> **PROBLEM DESCRIPTION**
Retype each of the entries below exactly as written.

Saved data entries
________________________

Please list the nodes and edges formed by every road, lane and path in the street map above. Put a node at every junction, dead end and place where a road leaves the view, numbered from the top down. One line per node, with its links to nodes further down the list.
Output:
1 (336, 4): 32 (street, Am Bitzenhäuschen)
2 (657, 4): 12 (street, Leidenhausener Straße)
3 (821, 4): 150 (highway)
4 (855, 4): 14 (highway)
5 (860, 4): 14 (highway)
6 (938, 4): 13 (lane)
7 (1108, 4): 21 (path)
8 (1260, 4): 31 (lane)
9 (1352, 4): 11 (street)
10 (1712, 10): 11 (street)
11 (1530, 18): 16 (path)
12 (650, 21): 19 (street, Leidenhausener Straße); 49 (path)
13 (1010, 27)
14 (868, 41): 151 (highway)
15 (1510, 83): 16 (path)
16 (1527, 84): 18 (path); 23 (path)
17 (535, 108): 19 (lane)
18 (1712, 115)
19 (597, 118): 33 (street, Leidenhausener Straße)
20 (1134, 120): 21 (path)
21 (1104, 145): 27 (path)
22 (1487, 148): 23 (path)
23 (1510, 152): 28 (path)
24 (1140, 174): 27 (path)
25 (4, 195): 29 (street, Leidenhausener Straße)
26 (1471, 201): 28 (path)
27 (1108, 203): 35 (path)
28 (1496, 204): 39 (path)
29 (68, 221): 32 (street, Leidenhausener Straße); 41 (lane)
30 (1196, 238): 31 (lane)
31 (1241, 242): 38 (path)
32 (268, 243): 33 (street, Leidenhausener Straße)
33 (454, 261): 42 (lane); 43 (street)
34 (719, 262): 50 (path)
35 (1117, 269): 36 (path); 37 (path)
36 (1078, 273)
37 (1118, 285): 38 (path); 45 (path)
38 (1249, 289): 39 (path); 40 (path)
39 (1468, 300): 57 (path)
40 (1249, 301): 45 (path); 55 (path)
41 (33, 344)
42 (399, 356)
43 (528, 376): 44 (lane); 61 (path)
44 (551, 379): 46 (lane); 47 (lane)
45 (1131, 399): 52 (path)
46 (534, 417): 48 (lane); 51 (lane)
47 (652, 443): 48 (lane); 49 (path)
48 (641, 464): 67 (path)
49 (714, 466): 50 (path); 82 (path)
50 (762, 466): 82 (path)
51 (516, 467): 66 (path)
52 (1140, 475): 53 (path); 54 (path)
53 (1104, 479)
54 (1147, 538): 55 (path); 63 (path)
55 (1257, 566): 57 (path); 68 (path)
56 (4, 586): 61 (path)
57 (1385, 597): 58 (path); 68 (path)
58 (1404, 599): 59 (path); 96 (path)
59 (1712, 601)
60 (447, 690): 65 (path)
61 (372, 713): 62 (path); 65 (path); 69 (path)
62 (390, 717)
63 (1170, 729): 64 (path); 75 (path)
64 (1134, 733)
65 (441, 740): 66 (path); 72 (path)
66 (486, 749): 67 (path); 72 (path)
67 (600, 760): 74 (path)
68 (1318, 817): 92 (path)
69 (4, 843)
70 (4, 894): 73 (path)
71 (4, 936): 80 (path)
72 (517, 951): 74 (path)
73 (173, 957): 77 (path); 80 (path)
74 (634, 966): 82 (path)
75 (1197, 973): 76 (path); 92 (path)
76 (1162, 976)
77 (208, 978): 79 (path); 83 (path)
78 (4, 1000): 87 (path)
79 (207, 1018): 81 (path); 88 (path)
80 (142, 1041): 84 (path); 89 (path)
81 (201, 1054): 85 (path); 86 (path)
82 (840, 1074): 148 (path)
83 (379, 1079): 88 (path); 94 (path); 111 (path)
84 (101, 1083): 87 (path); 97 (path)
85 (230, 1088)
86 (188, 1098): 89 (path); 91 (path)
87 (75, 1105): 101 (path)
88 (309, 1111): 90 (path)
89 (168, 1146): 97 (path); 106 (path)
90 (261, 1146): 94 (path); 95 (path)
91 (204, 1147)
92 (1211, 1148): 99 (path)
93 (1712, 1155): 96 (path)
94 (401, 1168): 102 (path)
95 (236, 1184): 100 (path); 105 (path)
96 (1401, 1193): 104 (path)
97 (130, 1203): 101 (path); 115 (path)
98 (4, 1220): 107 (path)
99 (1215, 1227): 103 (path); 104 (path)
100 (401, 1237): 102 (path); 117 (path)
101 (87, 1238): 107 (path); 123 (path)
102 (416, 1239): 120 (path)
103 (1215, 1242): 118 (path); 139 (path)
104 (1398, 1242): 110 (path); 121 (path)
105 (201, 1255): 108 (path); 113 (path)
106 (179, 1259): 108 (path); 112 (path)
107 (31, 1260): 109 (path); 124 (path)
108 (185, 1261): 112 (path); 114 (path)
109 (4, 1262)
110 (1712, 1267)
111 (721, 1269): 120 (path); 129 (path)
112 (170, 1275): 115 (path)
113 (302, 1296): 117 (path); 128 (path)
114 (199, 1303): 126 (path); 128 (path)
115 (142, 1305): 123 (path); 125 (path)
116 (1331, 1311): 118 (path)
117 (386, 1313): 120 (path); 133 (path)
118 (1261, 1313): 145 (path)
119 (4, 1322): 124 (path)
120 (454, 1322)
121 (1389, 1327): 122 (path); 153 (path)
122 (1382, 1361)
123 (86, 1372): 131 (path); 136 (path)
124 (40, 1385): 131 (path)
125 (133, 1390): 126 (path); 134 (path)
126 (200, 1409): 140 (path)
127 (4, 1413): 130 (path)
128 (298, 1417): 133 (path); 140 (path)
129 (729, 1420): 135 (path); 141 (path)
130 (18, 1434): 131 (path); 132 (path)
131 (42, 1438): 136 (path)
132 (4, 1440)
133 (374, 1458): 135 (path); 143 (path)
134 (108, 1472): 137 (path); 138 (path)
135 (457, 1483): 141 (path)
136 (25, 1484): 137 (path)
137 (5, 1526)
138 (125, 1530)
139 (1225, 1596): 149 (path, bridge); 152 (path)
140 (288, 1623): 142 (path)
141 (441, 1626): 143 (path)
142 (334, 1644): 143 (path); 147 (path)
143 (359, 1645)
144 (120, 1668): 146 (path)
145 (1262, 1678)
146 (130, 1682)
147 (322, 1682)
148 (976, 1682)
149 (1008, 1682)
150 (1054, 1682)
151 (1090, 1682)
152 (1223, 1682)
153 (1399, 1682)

________________________

> **WRITTEN SOLUTION**
Please list the nodes and edges formed by every road, lane and path in the street map above. Put a node at every junction, dead end and place where a road leaves the view, numbered from the top down. One line per node, with its links to nodes further down the list.
Output:
1 (336, 4): 32 (street, Am Bitzenhäuschen)
2 (657, 4): 12 (street, Leidenhausener Straße)
3 (821, 4): 150 (highway)
4 (855, 4): 14 (highway)
5 (860, 4): 14 (highway)
6 (938, 4): 13 (lane)
7 (1108, 4): 21 (path)
8 (1260, 4): 31 (lane)
9 (1352, 4): 11 (street)
10 (1712, 10): 11 (street)
11 (1530, 18): 16 (path)
12 (650, 21): 19 (street, Leidenhausener Straße); 49 (path)
13 (1010, 27)
14 (868, 41): 151 (highway)
15 (1510, 83): 16 (path)
16 (1527, 84): 18 (path); 23 (path)
17 (535, 108): 19 (lane)
18 (1712, 115)
19 (597, 118): 33 (street, Leidenhausener Straße)
20 (1134, 120): 21 (path)
21 (1104, 145): 27 (path)
22 (1487, 148): 23 (path)
23 (1510, 152): 28 (path)
24 (1140, 174): 27 (path)
25 (4, 195): 29 (street, Leidenhausener Straße)
26 (1471, 201): 28 (path)
27 (1108, 203): 35 (path)
28 (1496, 204): 39 (path)
29 (68, 221): 32 (street, Leidenhausener Straße); 41 (lane)
30 (1196, 238): 31 (lane)
31 (1241, 242): 38 (path)
32 (268, 243): 33 (street, Leidenhausener Straße)
33 (454, 261): 42 (lane); 43 (street)
34 (719, 262): 50 (path)
35 (1117, 269): 36 (path); 37 (path)
36 (1078, 273)
37 (1118, 285): 38 (path); 45 (path)
38 (1249, 289): 39 (path); 40 (path)
39 (1468, 300): 57 (path)
40 (1249, 301): 45 (path); 55 (path)
41 (33, 344)
42 (399, 356)
43 (528, 376): 44 (lane); 61 (path)
44 (551, 379): 46 (lane); 47 (lane)
45 (1131, 399): 52 (path)
46 (534, 417): 48 (lane); 51 (lane)
47 (652, 443): 48 (lane); 49 (path)
48 (641, 464): 67 (path)
49 (714, 466): 50 (path); 82 (path)
50 (762, 466): 82 (path)
51 (516, 467): 66 (path)
52 (1140, 475): 53 (path); 54 (path)
53 (1104, 479)
54 (1147, 538): 55 (path); 63 (path)
55 (1257, 566): 57 (path); 68 (path)
56 (4, 586): 61 (path)
57 (1385, 597): 58 (path); 68 (path)
58 (1404, 599): 59 (path); 96 (path)
59 (1712, 601)
60 (447, 690): 65 (path)
61 (372, 713): 62 (path); 65 (path); 69 (path)
62 (390, 717)
63 (1170, 729): 64 (path); 75 (path)
64 (1134, 733)
65 (441, 740): 66 (path); 72 (path)
66 (486, 749): 67 (path); 72 (path)
67 (600, 760): 74 (path)
68 (1318, 817): 92 (path)
69 (4, 843)
70 (4, 894): 73 (path)
71 (4, 936): 80 (path)
72 (517, 951): 74 (path)
73 (173, 957): 77 (path); 80 (path)
74 (634, 966): 82 (path)
75 (1197, 973): 76 (path); 92 (path)
76 (1162, 976)
77 (208, 978): 79 (path); 83 (path)
78 (4, 1000): 87 (path)
79 (207, 1018): 81 (path); 88 (path)
80 (142, 1041): 84 (path); 89 (path)
81 (201, 1054): 85 (path); 86 (path)
82 (840, 1074): 148 (path)
83 (379, 1079): 88 (path); 94 (path); 111 (path)
84 (101, 1083): 87 (path); 97 (path)
85 (230, 1088)
86 (188, 1098): 89 (path); 91 (path)
87 (75, 1105): 101 (path)
88 (309, 1111): 90 (path)
89 (168, 1146): 97 (path); 106 (path)
90 (261, 1146): 94 (path); 95 (path)
91 (204, 1147)
92 (1211, 1148): 99 (path)
93 (1712, 1155): 96 (path)
94 (401, 1168): 102 (path)
95 (236, 1184): 100 (path); 105 (path)
96 (1401, 1193): 104 (path)
97 (130, 1203): 101 (path); 115 (path)
98 (4, 1220): 107 (path)
99 (1215, 1227): 103 (path); 104 (path)
100 (401, 1237): 102 (path); 117 (path)
101 (87, 1238): 107 (path); 123 (path)
102 (416, 1239): 120 (path)
103 (1215, 1242): 118 (path); 139 (path)
104 (1398, 1242): 110 (path); 121 (path)
105 (201, 1255): 108 (path); 113 (path)
106 (179, 1259): 108 (path); 112 (path)
107 (31, 1260): 109 (path); 124 (path)
108 (185, 1261): 112 (path); 114 (path)
109 (4, 1262)
110 (1712, 1267)
111 (721, 1269): 120 (path); 129 (path)
112 (170, 1275): 115 (path)
113 (302, 1296): 117 (path); 128 (path)
114 (199, 1303): 126 (path); 128 (path)
115 (142, 1305): 123 (path); 125 (path)
116 (1331, 1311): 118 (path)
117 (386, 1313): 120 (path); 133 (path)
118 (1261, 1313): 145 (path)
119 (4, 1322): 124 (path)
120 (454, 1322)
121 (1389, 1327): 122 (path); 153 (path)
122 (1382, 1361)
123 (86, 1372): 131 (path); 136 (path)
124 (40, 1385): 131 (path)
125 (133, 1390): 126 (path); 134 (path)
126 (200, 1409): 140 (path)
127 (4, 1413): 130 (path)
128 (298, 1417): 133 (path); 140 (path)
129 (729, 1420): 135 (path); 141 (path)
130 (18, 1434): 131 (path); 132 (path)
131 (42, 1438): 136 (path)
132 (4, 1440)
133 (374, 1458): 135 (path); 143 (path)
134 (108, 1472): 137 (path); 138 (path)
135 (457, 1483): 141 (path)
136 (25, 1484): 137 (path)
137 (5, 1526)
138 (125, 1530)
139 (1225, 1596): 149 (path, bridge); 152 (path)
140 (288, 1623): 142 (path)
141 (441, 1626): 143 (path)
142 (334, 1644): 143 (path); 147 (path)
143 (359, 1645)
144 (120, 1668): 146 (path)
145 (1262, 1678)
146 (130, 1682)
147 (322, 1682)
148 (976, 1682)
149 (1008, 1682)
150 (1054, 1682)
151 (1090, 1682)
152 (1223, 1682)
153 (1399, 1682)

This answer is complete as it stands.